En un año electoral cabe esperar que toda bajada de decibelios sea un espejismo, pero bienvenida sea la tregua verbal por la que el sistema se corrige cuando ha llegado demasiado lejos: en estos tiempos hemos visto acusaciones de ilegitimidad y de golpes de Estado que van más allá de la fricción habitual Gobierno-oposición. Como sea, el ciclo del maximalismo se ha acabado: lo normal tras constatar que quienes iban a traernos el cielo al final no gobernaban como ángeles sino como alcaldes. O tras topar contra esa “roca dura de la realidad política” que, a veces como inflación y a veces como pandemia, es capaz de astillar nuestros sueños. Ha pasado siempre: los exaltados de 1812 iban a ser los moderados de 1830.
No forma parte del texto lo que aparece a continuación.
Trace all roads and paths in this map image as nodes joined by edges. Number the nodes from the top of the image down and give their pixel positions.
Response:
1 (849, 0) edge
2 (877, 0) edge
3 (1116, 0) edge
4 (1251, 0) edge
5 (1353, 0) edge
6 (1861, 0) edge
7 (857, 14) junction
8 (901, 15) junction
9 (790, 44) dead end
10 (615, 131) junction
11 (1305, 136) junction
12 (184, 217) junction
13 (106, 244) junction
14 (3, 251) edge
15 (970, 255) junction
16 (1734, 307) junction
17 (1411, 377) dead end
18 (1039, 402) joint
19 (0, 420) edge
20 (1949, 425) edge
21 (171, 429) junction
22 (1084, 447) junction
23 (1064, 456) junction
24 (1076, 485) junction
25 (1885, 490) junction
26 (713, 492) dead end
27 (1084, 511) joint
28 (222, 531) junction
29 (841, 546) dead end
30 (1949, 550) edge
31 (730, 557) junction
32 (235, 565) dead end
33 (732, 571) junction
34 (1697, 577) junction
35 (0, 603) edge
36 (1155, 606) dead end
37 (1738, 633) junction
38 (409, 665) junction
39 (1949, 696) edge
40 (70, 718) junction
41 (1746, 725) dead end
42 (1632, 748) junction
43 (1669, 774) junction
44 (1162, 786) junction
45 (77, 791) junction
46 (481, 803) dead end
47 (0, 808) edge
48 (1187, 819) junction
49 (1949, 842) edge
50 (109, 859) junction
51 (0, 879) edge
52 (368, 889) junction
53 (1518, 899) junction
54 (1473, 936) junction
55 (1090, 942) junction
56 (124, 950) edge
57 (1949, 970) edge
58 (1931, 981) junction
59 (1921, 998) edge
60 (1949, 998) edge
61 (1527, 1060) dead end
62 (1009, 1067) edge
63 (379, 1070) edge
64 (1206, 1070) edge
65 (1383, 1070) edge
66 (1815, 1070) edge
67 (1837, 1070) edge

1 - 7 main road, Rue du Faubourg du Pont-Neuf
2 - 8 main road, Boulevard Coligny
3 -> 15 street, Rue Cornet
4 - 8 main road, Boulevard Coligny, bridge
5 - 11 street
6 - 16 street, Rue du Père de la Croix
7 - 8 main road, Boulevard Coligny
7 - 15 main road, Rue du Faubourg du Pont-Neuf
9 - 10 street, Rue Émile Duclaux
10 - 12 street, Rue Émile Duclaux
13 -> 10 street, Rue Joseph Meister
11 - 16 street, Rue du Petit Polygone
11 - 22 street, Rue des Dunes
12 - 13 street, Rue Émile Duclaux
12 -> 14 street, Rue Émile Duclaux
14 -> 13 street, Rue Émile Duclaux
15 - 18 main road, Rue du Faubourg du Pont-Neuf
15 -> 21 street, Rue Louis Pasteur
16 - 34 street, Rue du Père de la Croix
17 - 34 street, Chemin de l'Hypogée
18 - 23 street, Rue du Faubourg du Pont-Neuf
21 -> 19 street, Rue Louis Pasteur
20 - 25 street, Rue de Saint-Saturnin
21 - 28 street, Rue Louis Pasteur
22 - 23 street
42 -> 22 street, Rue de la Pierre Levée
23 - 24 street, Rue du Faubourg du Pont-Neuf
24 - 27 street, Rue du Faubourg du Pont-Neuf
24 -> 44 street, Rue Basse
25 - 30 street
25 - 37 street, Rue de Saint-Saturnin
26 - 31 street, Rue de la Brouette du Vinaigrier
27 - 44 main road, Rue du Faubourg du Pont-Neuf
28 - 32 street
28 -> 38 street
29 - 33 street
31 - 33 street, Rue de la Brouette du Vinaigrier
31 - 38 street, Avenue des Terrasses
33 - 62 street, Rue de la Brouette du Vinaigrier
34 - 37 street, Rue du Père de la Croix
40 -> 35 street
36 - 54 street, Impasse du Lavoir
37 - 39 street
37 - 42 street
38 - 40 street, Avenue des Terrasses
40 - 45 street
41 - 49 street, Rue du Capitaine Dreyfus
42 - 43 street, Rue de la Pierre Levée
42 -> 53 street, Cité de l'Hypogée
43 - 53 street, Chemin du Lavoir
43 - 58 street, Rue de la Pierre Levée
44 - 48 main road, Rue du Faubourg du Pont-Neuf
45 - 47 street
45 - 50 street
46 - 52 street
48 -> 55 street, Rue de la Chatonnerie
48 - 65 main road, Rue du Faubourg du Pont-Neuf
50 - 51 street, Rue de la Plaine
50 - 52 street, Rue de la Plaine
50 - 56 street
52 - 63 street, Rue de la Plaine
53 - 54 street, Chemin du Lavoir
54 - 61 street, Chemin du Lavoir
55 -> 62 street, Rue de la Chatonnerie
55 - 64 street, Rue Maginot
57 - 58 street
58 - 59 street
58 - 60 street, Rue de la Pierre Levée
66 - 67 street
Es común acusar a los moderados de moderaditos: también en el XIX, al pobre Martínez de la Rosa le cayó el apelativo de Rosita la pastelera. En la derecha, esa tensión entre puros e impuros es constitutiva. Unos acusan a otros de ser amigos de la equidistancia, del vuelo corto del mal menor, de —en suma— arrumbar las ideas para optar al poder. A la inversa, la acusación es la de repeler votos y, en consecuencia, imposibilitar políticas por un entendimiento restrictivo de los principios. ¿Ideología o experiencia? En los mejores momentos se ha logrado una síntesis conservadora —como los tories o la CDU— con una eficiencia electoral capaz de calmar las batallas entre sensibilidades. En los peores se ha terminado con el magnicidio: quizá el cuerpo de Casado sobre la lona sirva para recordar que moderado no es sinónimo de flojo. Por supuesto, siempre cabe entender que juntar puros e impuros es, más que una tensión constitutiva, una razón de ser: en el centroderecha militaron a la vez Jaime Mayor Oreja y José María Lassalle, como hoy cubren los flancos Ayuso y Sémper. El problema del PP moderado es que necesitará a unos duros que hace tiempo que dejaron —los que alguna vez fueron— el PP. La izquierda, que muy rara vez lee bien a la derecha, tiene ahí una paradoja que paladear: a los populares les costará más suturar su ala dura de lo que les ha costado tapar la vía de agua moderada. Al fin y al cabo, Vox tiene tantas ganas de ayudar al PP —ahí está Castilla y León— como Harry de ajustarle la corona a su hermano William.